Portland pourrait bien être le prochain.
Au cours du week-end, un juge fédéral de l’Oregon, nommé par Trump en 2019, a rendu deux décisions bloquant temporairement ses tentatives de déployer des troupes de la Garde nationale à Portland. Dans une décision cinglante samedi, la juge de district américaine Karin Immergut a écrit que les allégations de Trump concernant une « zone de guerre » n'étaient « tout simplement pas liées aux faits ». Elle a ajouté : « C’est une nation de droit constitutionnel, pas de loi martiale. »

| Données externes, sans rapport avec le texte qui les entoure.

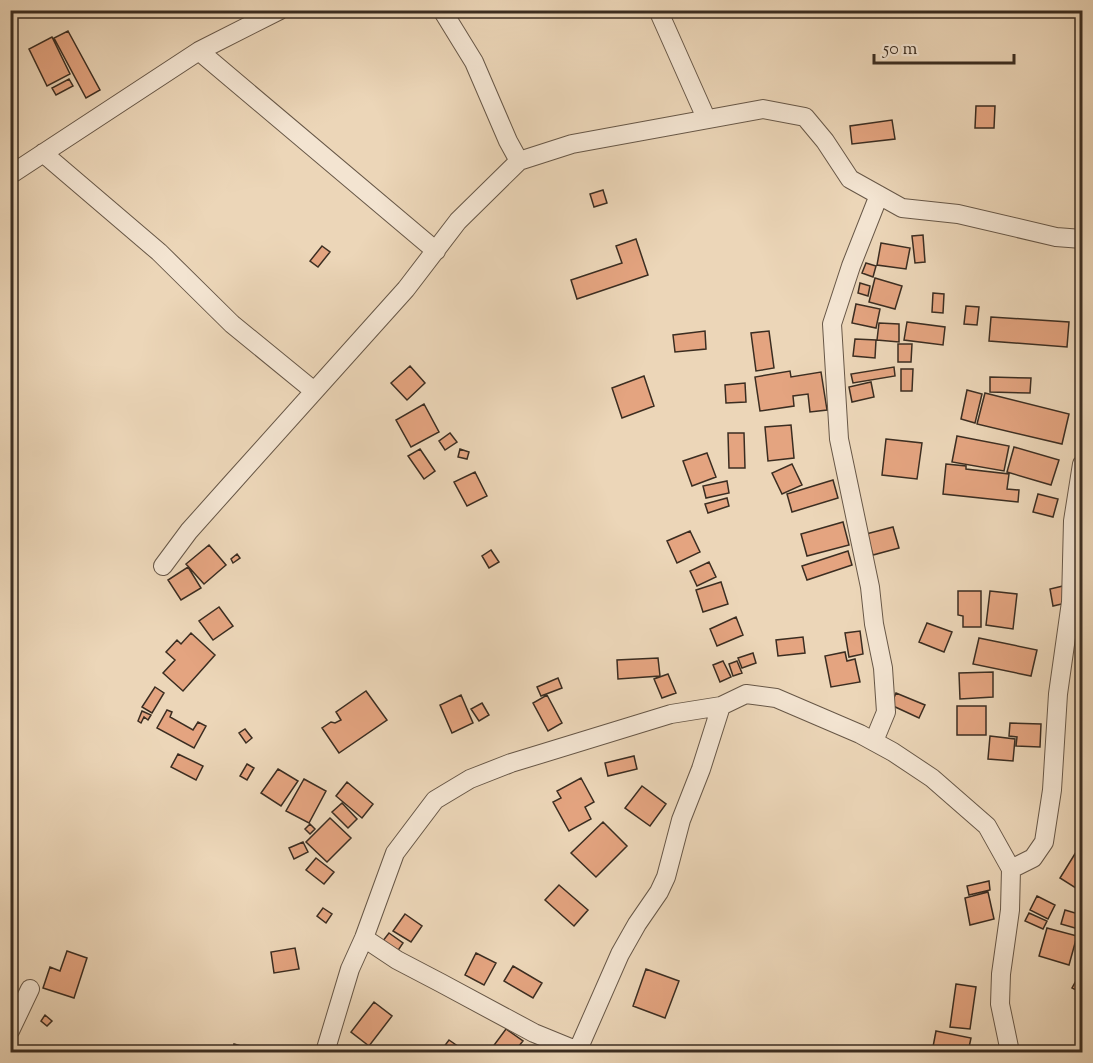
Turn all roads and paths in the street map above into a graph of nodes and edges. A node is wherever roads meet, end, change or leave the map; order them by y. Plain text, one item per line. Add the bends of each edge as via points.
1 (280, 10) edge
2 (442, 10) edge
3 (658, 10) edge
4 (199, 51) junction
5 (706, 118) junction
6 (43, 153) junction
7 (519, 161) junction
8 (10, 175) edge
9 (879, 195) junction
10 (1083, 239) edge
11 (436, 251) junction
12 (315, 391) junction
13 (1083, 464) edge
14 (163, 566) dead end
15 (721, 706) junction
16 (874, 741) junction
17 (1011, 869) junction
18 (364, 938) junction
19 (30, 989) dead end
20 (10, 1030) edge
21 (578, 1052) edge
22 (325, 1053) edge
23 (1010, 1053) edge

1 - 4 street
2 - 7 street via 474,62
3 - 5 street
4 - 6 street
4 - 11 street
5 - 7 street via 572,144
5 - 9 street via 763,109 805,117 850,179
6 - 8 street
6 - 12 street via 159,252 232,324
7 - 11 street via 458,222
9 - 10 street via 902,208 958,214 1056,237
9 - 16 street via 832,324 839,439 883,668 886,712
11 - 12 street
12 - 14 street via 189,531
13 - 17 street via 1073,521 1071,602 1044,842 1033,858
15 - 16 street via 746,694 776,698
15 - 18 street via 671,714 511,763 470,779 435,800 395,853
15 - 21 street via 681,820 666,877 620,954
16 - 17 street via 932,778 975,814 987,826
17 - 23 street via 1000,1004
18 - 21 street via 397,960 534,1033
18 - 22 street via 334,1016
19 - 20 street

Lorsque Trump a tenté de contourner sa décision en ordonnant aux troupes de la Garde nationale californienne d’entrer dans l’Oregon, Immergut a également bloqué cette manœuvre en écrivant : « L’exécutif ne peut pas invoquer des pouvoirs d’urgence fondés sur un chaos fabriqué. »
Trump a répondu en affirmant que « Portland est en feu » et a menacé d’invoquer la loi sur l’insurrection, ce qui, selon les experts juridiques, équivaudrait en réalité à imposer la loi martiale.

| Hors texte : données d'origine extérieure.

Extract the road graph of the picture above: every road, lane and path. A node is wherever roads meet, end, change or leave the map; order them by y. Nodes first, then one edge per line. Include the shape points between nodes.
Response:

La description que fait Trump de la situation à Portland est grossièrement exagérée, et cela est intentionnel. Les manifestations se sont déroulées dans une très petite zone autour du centre de détention de l'ICE. Il y a eu des affrontements impliquant du gaz poivré, mais aucune bataille en cours. La scène ressemble en fait davantage à un épisode de la série télévisée Portlandie. Lors de la visite de Kristi Noem à l'établissement mardi, elle a été moquée par des militants portant des costumes d'animaux gonflables, dont un dinosaure, un raton laveur et un poulet. Un activiste vêtu d'un costume de crapaud géant est devenu une sensation sur les réseaux sociaux, surtout après qu'un agent de l'ICE a injecté du gaz poivré dans la bouche d'aération située à l'arrière du costume. Une autre image qui circule sur les réseaux sociaux montre des manifestants utilisant des beignets suspendus à des cannes à pêche pour narguer les agents de l'ICE – « pêche sur glace », comme ils l'appellent.

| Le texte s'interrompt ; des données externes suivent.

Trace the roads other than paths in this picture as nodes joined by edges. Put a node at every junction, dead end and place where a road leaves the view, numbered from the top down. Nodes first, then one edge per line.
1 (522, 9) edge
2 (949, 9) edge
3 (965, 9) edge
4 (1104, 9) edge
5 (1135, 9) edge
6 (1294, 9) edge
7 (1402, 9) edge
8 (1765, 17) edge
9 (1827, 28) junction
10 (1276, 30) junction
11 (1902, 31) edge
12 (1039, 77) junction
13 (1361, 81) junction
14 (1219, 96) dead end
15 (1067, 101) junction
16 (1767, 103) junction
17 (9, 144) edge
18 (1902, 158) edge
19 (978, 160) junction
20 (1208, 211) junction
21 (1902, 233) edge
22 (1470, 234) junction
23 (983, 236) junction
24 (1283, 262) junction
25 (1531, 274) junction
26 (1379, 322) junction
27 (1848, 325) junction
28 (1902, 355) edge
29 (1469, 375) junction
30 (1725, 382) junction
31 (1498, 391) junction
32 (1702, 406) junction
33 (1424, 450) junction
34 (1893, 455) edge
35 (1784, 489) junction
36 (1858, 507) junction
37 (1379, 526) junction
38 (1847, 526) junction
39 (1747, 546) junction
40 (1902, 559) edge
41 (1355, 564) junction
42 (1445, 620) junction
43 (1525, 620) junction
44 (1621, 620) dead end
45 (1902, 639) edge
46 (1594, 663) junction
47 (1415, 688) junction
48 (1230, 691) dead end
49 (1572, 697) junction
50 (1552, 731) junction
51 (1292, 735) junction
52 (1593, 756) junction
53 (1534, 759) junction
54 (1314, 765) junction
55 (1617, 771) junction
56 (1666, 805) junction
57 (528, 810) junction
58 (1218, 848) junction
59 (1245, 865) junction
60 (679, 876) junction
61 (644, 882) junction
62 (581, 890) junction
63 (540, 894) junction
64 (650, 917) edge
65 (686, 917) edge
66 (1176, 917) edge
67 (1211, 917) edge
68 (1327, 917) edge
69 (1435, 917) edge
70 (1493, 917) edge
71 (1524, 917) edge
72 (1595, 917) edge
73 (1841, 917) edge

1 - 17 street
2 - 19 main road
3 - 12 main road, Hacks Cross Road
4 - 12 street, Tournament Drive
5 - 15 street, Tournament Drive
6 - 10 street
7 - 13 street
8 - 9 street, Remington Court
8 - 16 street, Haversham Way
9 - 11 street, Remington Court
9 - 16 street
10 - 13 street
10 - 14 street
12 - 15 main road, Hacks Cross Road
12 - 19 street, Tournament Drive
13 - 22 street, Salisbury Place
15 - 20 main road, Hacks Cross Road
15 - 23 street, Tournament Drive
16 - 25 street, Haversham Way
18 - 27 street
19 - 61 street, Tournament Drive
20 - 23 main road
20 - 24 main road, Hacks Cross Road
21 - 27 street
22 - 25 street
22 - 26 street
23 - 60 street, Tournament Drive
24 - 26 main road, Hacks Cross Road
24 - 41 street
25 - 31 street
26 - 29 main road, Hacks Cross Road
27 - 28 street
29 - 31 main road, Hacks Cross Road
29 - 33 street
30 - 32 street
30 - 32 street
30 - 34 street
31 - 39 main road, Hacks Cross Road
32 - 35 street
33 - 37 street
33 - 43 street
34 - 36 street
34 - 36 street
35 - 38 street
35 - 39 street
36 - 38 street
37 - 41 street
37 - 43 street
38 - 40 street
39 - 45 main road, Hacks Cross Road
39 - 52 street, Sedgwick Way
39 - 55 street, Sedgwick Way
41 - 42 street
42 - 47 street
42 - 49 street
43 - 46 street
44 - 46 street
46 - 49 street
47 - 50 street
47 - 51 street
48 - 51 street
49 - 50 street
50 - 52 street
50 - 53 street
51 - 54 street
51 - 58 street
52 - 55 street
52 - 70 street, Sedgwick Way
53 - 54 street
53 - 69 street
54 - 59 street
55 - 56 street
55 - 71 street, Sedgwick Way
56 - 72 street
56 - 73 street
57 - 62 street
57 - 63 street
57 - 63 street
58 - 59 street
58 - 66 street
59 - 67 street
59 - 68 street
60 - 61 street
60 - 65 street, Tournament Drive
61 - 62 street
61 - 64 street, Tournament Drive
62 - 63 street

Portland affiche son progressisme sur sa manche, ce qui ne joue pas toujours en faveur de la ville. Lors des manifestations Black Lives Matter de 2020 dans le centre-ville, les responsables de la ville ont été accusés d'être trop indulgents envers les agitateurs de gauche. Les émeutes lors de ces manifestations, associées au COVID, ont entraîné la fermeture de nombreux magasins du centre-ville. Les gauchistes qui aiment la confrontation avec les contre-manifestants de droite ont posé un autre défi. Lors d’une manifestation fin août 2020, les partisans de Trump ont conduit leurs camionnettes dans le centre-ville de Portland et se sont battus avec des manifestants de gauche. Cette nuit-là, un contre-manifestant de droite a été tué par balle par un militant antifasciste autoproclamé, qui a ensuite été retrouvé et abattu par des agents fédéraux dans l'État voisin de Washington. Avant de prendre la fuite, le tireur a déclaré qu'il se défendait.
Même avant Trump, Portland entretenait des relations difficiles avec l’autorité fédérale. La ville a été le théâtre de manifestations massives contre l'invasion de l'Irak par le président George W. Bush en 2003. En 2019, Portland est devenue la deuxième ville américaine – après San Francisco – à retirer ses policiers du groupe de travail conjoint sur le terrorisme du FBI, invoquant des préoccupations concernant les libertés civiles et le manque de transparence. Dans les années 1990, les collaborateurs du premier président Bush ont surnommé Portland « la petite Beyrouth » en réponse aux vives manifestations anti-guerre qui ont accueilli ses visites.
Lors de sa visite à la base marine de Quantico, Trump a déclaré aux hauts commandants militaires : « Nous devrions utiliser certaines de ces villes dangereuses comme terrains d’entraînement pour nos militaires. » Il a choisi Chicago, Portland, Seattle et Washington DC. Pour l'instant, la résistance de Portland peut ressembler à un épisode surréaliste de théâtre de protestation, avec des dinosaures gonflables et la grenouille virale « antifasciste ». Mais il n’y aura aucune raison de rire si la ville devient un terrain d’essai pour la loi martiale, alors que les troupes fédérales répètent la répression de la dissidence.